Entre Serge Ayoub et Jérémy Mourain, la filiation est évidente. Ce dernier a été le leader des Jeunesses nationalistes révolutionnaires (JNR) en Picardie, le service d’ordre de Troisième Voie. Lorsque les JNR sont dissoutes elles aussi, le jeune homme s’émancipe, et créé le « White Wolves Klan ».

Comme pour les autres prévenus, son adhésion aux mouvements d’extrême droite remonte à l’adolescence. Mais contrairement à eux, elle n’est pas corrélée à une histoire familiale instable. M. Mourain est fils de cadre. Ce qui le fait basculer ? Une consommation d’alcool excessive dès l’âge de 13 ans. Cette envie manifeste de braver les interdits le conduit, quelques années plus tard, à intégrer un groupe de skinheads.

« J’allais en boîte de nuit avec eux. Dans ma tête d’adolescent de 17 ans, je trouvais qu’ils avaient un certain charisme », confie Jérémy Mourain avec une constante agressivité dans la voix. Le rapport des psychologues met en avant une « emprise » du mouvement skinhead, corroborée par la « fragilité narcissique » et le « besoin excessif » du prévenu d’être admiré. Le tout accentué par un manque d’empathie pour les autres.

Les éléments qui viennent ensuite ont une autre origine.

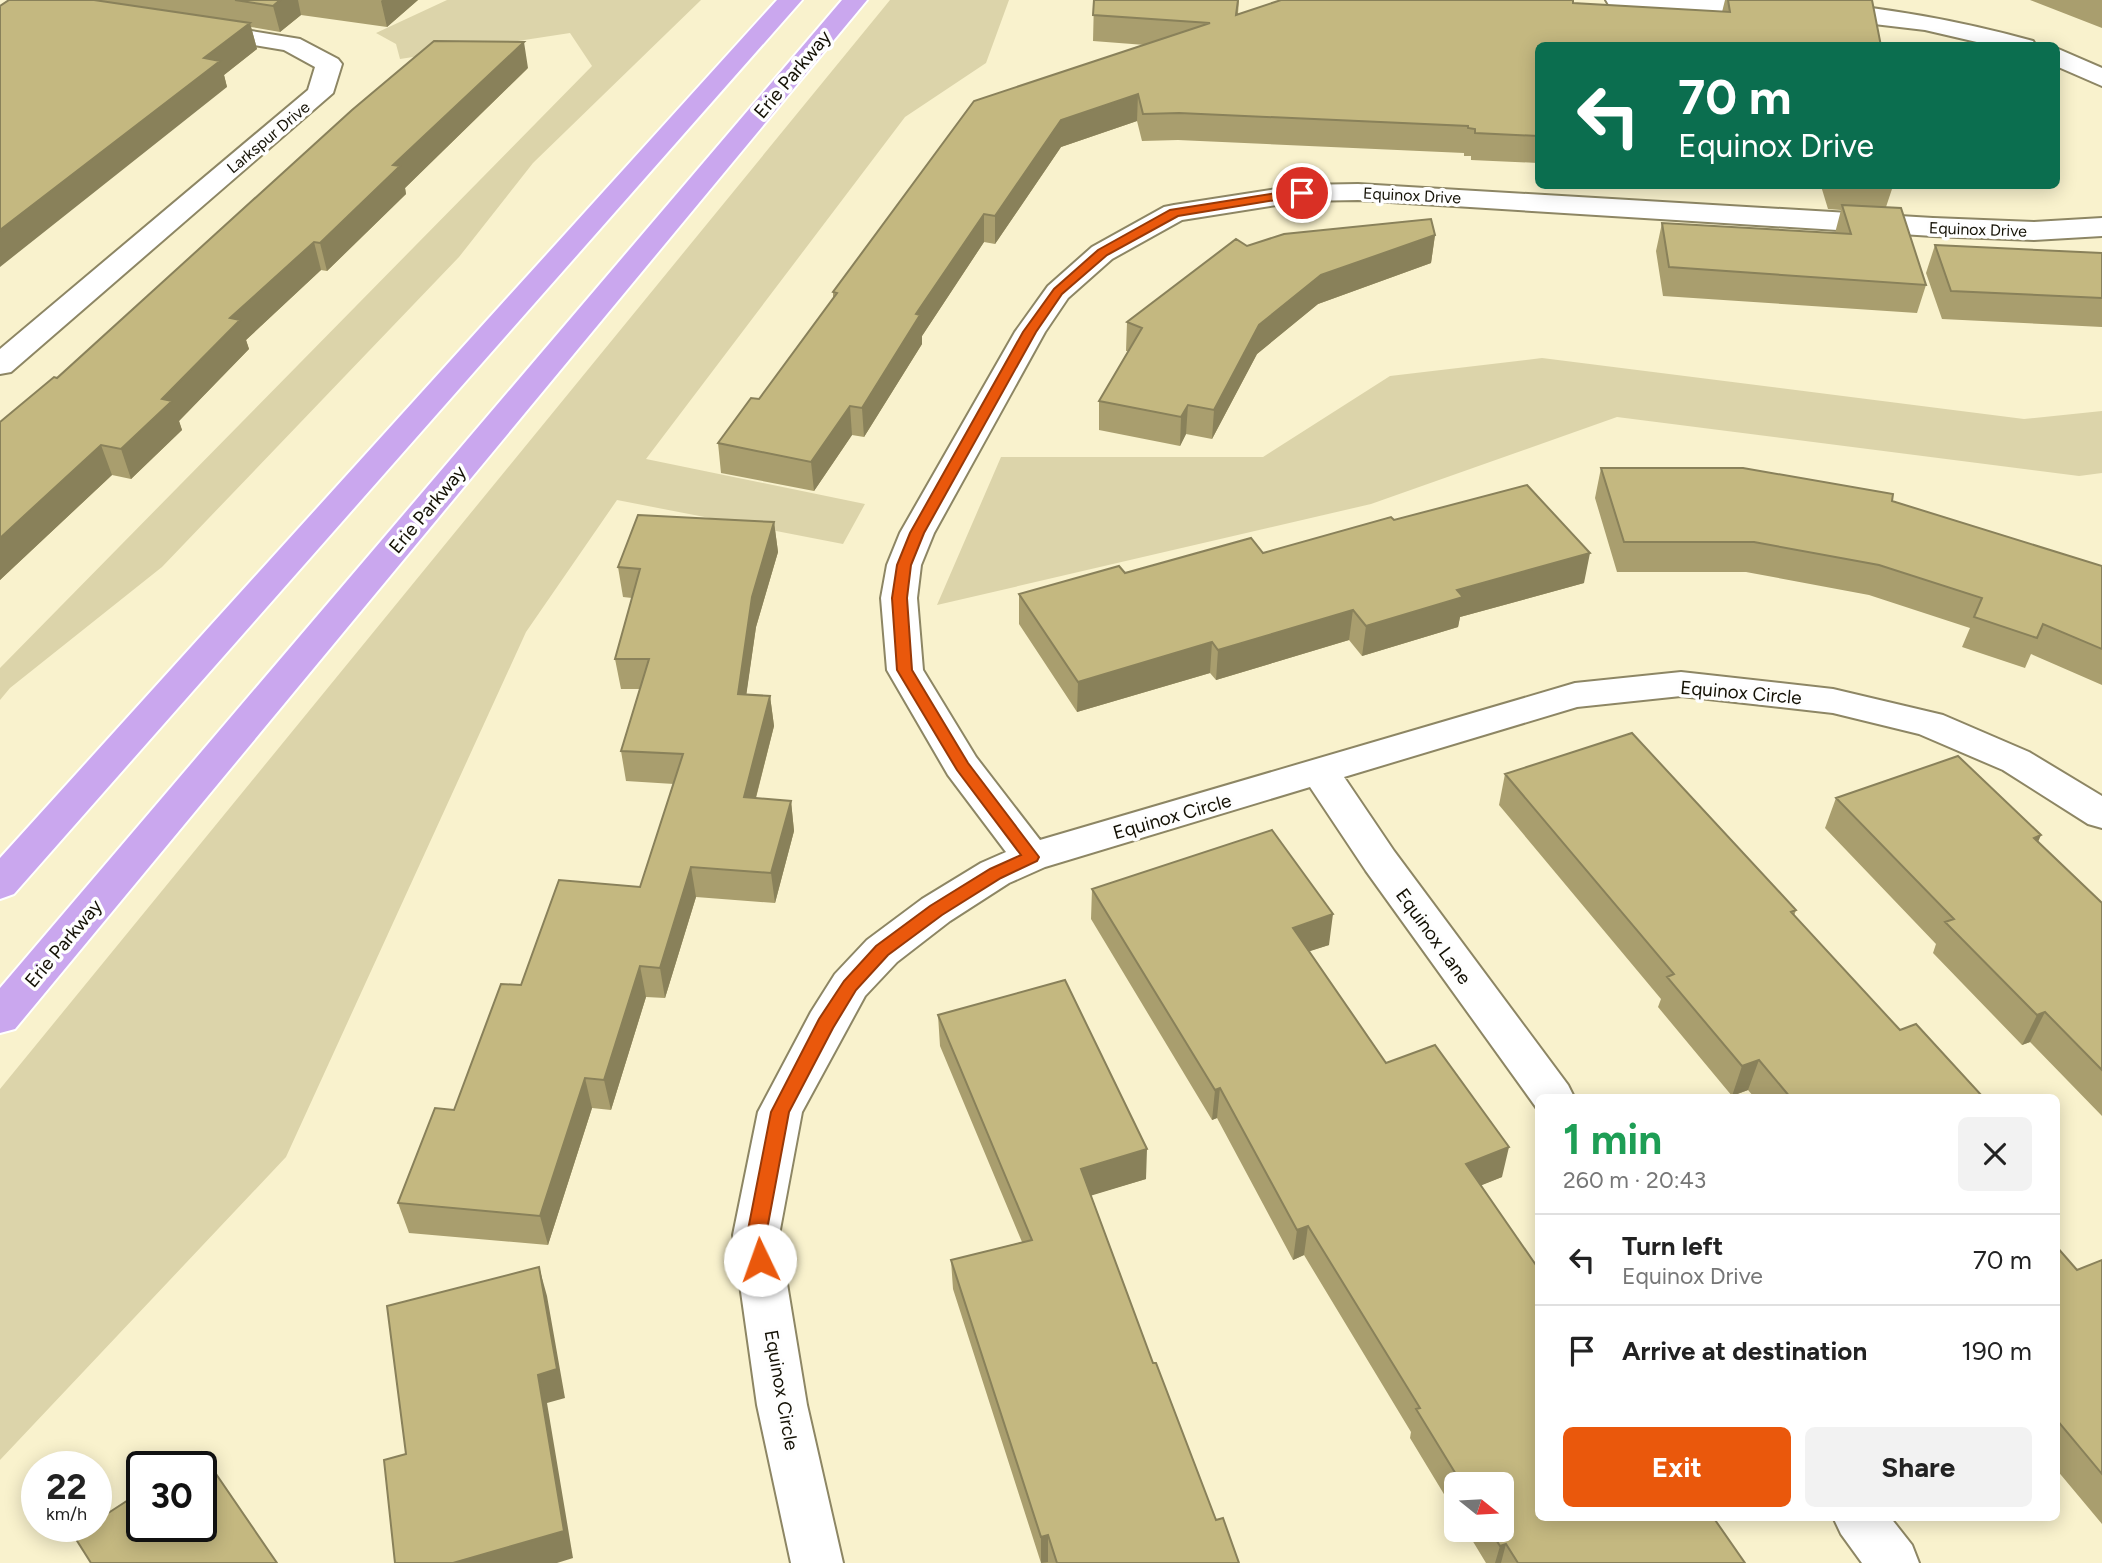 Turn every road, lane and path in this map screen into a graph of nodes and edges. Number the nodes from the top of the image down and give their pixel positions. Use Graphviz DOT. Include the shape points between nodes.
graph roads {
  1 [pos="790,0"];
  2 [pos="855,0"];
  3 [pos="1632,0"];
  4 [pos="181,27"];
  5 [pos="2007,42"];
  6 [pos="2060,59"];
  7 [pos="2102,78"];
  8 [pos="1147,192"];
  9 [pos="1174,213"];
  10 [pos="2102,227"];
  11 [pos="0,365"];
  12 [pos="1320,772"];
  13 [pos="2102,814"];
  14 [pos="1031,857"];
  15 [pos="0,884"];
  16 [pos="0,1017"];
  17 [pos="1550,1094"];
  18 [pos="1862,1521"];
  19 [pos="817,1563"];
  20 [pos="1892,1563"];
  1 -- 15 [label="main road"];
  2 -- 16 [label="main road, Erie Parkway"];
  3 -- 5 [label="street" via="1857,14 1936,25"];
  4 -- 11 [label="street, Larkspur Drive" via="291,44 329,64 320,93"];
  6 -- 7 [label="street"];
  8 -- 9 [label="street"];
  9 -- 10 [label="street, Equinox Drive" via="1302,193 1358,192 1933,227 2034,231"];
  9 -- 14 [label="street, Equinox Drive" via="1102,253 1058,292 1030,332 917,533 904,565 899,598 905,670 962,766"];
  12 -- 13 [label="street, Equinox Circle" via="1575,695 1681,684 1833,701 1930,724 2016,761"];
  12 -- 14 [label="street, Equinox Circle"];
  12 -- 17 [label="street, Equinox Lane"];
  14 -- 19 [label="street, Equinox Circle" via="995,873 882,951 844,995 780,1112 756,1235 782,1405"];
  18 -- 20 [label="street"];
} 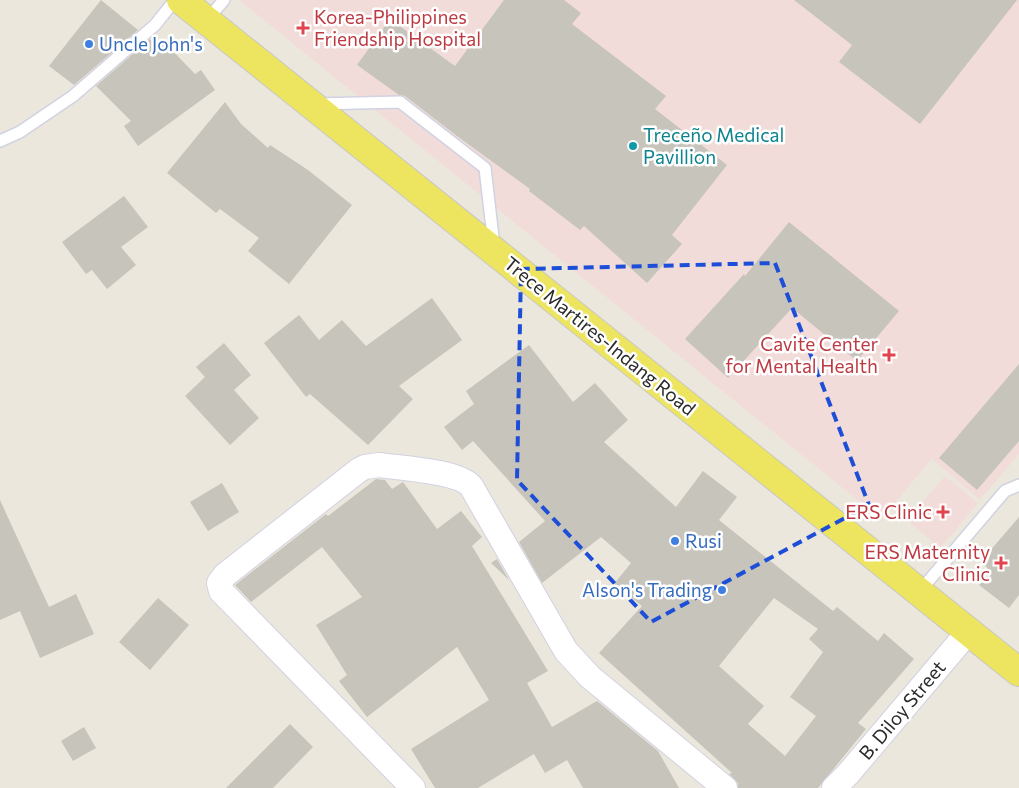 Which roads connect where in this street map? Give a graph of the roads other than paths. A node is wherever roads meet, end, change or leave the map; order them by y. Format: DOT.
graph roads {
  1 [pos="175,0"];
  2 [pos="181,0"];
  3 [pos="224,0"];
  4 [pos="206,20"];
  5 [pos="311,104"];
  6 [pos="0,141"];
  7 [pos="494,250"];
  8 [pos="1019,485"];
  9 [pos="920,591"];
  10 [pos="969,631"];
  11 [pos="1019,672"];
  12 [pos="413,788"];
  13 [pos="725,788"];
  14 [pos="834,788"];
  1 -- 6 [label="lane"];
  2 -- 4 [label="main road, Trece Martires-Indang Road"];
  3 -- 4 [label="lane"];
  4 -- 5 [label="main road, Trece Martires-Indang Road"];
  5 -- 7 [label="main road, Trece Martires-Indang Road"];
  5 -- 7 [label="lane"];
  7 -- 9 [label="main road, Trece Martires-Indang Road"];
  8 -- 9 [label="lane"];
  9 -- 10 [label="main road, Trece Martires-Indang Road"];
  10 -- 11 [label="main road, Trece Martires-Indang Road"];
  10 -- 14 [label="street, B. Diloy Street"];
  12 -- 13 [label="street"];
}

« J’ai toujours aimé être dans la lumière pour avoir l’impression d’exister. L’empathie, c’est faux », rétorque le chef du WWK, considérant que cette « fascination » s’explique avant tout par son profil grégaire :

« Quand je ne faisais pas partie d’une bande, j’avais le sentiment d’être inexistant, de ne servir à rien. »

« Concentré de haine »

Sa bande, M. Mourain va la façonner à son image : violente et soumise, sur fond de dépendance à la drogue et d’idéologie nationaliste. Entre 2012 et 2014, le groupe commet vols, violences gratuites et lynchages contre des groupes rivaux, des personnes d’origine étrangère. Et surtout contre les membres du « clan » choisis au hasard selon l’humeur du chef.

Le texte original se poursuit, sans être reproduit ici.